The people who will have to work under the provisions in the Bill will not be using its wording but following a ''highway code'' on best practice guidance that the Human Tissue Authority will provide. That guidance will be easy to follow and written in plain English, and we will expect people to understand it. People should not get too worked up about the fact that some lines and paragraphs in the Bill will be more understandable to lawyers than to the rest of us. Unfortunately, although the amendment might result in easier reading, it would change the clause's intention and is clearly deficient. On that basis, I ask the hon. Gentleman to withdraw it.
Paragraph (a) of the amendment appears to suggest that provision for reconsideration of decisions by the authority is already required under subsection (3) and that the duty under paragraph (a) is simply to spell out the circumstances in which reconsideration applies and to prescribe the procedures for that. In fact, reconsideration of decisions by the authority is not covered by the power in subsection (3). Subsection (4) states that, if the Secretary of State makes regulations under subsection (3) to say when live transplants may go ahead, they must include provision for reconsideration of decisions made under those regulations. It also provides for powers to set out the circumstances in which reconsideration applies and a power to define the procedure.
Subsection (4) is a carefully drafted provision that ensures that an appropriate mechanism will be available for the reconsideration of decisions that the authority may make under the regulations. It is right to keep that provision, which achieves the right effect. It will inform the drafting of regulations, but it will not be of direct concern to practitioners.
The suggested phrase
''the procedure to be followed for such reconsideration'' implies that the procedure is for the initiation of a reconsideration, whereas we have in mind something more general, which also captures the procedure to be followed in the implementation of the reconsideration.

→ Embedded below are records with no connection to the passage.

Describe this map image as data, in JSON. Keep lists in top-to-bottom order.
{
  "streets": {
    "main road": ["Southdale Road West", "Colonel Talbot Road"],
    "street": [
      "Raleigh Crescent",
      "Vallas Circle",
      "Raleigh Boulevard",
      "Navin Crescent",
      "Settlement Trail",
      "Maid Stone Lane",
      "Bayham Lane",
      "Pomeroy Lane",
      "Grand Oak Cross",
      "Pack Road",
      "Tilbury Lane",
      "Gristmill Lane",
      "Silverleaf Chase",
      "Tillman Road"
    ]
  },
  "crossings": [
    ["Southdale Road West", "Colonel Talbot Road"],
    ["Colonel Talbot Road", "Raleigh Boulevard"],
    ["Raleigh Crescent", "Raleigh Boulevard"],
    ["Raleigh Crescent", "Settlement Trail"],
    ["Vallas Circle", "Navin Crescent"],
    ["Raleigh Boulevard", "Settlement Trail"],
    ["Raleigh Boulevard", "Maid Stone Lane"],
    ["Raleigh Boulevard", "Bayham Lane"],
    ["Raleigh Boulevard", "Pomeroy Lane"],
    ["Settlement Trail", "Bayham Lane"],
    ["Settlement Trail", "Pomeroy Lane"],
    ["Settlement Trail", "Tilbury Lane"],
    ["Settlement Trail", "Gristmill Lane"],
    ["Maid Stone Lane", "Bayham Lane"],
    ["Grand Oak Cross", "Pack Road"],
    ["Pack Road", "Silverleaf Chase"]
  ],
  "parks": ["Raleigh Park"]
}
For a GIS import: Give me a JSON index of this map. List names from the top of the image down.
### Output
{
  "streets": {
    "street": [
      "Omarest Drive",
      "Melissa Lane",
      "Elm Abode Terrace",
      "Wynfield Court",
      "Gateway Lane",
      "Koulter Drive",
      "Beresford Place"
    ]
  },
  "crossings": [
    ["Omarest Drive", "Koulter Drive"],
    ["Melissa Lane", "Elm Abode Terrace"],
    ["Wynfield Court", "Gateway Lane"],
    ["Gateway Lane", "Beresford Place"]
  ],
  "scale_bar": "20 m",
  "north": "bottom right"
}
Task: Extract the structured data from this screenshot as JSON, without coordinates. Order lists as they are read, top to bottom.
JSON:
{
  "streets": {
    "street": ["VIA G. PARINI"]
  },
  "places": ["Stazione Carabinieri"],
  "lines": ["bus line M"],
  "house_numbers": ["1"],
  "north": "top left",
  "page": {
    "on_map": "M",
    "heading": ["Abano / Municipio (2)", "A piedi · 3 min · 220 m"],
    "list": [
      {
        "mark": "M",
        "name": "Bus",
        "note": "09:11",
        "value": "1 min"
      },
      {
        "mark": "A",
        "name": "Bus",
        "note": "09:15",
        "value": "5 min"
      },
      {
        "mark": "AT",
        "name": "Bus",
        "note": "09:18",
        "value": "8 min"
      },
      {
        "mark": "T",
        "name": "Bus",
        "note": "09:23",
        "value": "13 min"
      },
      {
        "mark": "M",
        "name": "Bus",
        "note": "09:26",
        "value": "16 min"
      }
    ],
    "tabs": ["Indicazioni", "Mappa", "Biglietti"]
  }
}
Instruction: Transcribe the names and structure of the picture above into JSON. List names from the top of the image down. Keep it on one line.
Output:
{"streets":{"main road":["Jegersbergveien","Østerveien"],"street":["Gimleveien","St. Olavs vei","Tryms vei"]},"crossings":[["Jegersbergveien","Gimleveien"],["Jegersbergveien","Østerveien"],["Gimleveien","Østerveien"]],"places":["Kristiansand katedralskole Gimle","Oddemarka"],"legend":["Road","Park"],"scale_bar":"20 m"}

I mention such points of detail to show that the Bill's provisions are the result of careful consideration and drafting. Although it may appear to some that certain provisions are overly complex, there are good reasons for the wording, which was chosen with great care. Will the hon. Gentleman at least accept my assurance that practitioners will not have to follow the wording, as the authority will provide plain English guidance for them. I hope that he will be comforted and withdraw the amendment.
I am very relieved; I thought that, having said that biologists were the brightest, the Under-Secretary was going to add that doctors were the dullest, but at least he avoided saying that.
I am sad, as such tortuous writing, even in a document meant for lawyers rather than the general public—the gist of the Under Secretary's argument—brings this place into a degree of disrepute. However, the hon. Gentleman has assured us that it is carefully drafted and that our wording does not cover the points exactly, so I beg to ask leave to withdraw the amendment.
Amendment, by leave, withdrawn.
Clause 30 ordered to stand part of the Bill.
Clauses 31 to 34 ordered to stand part of the Bill.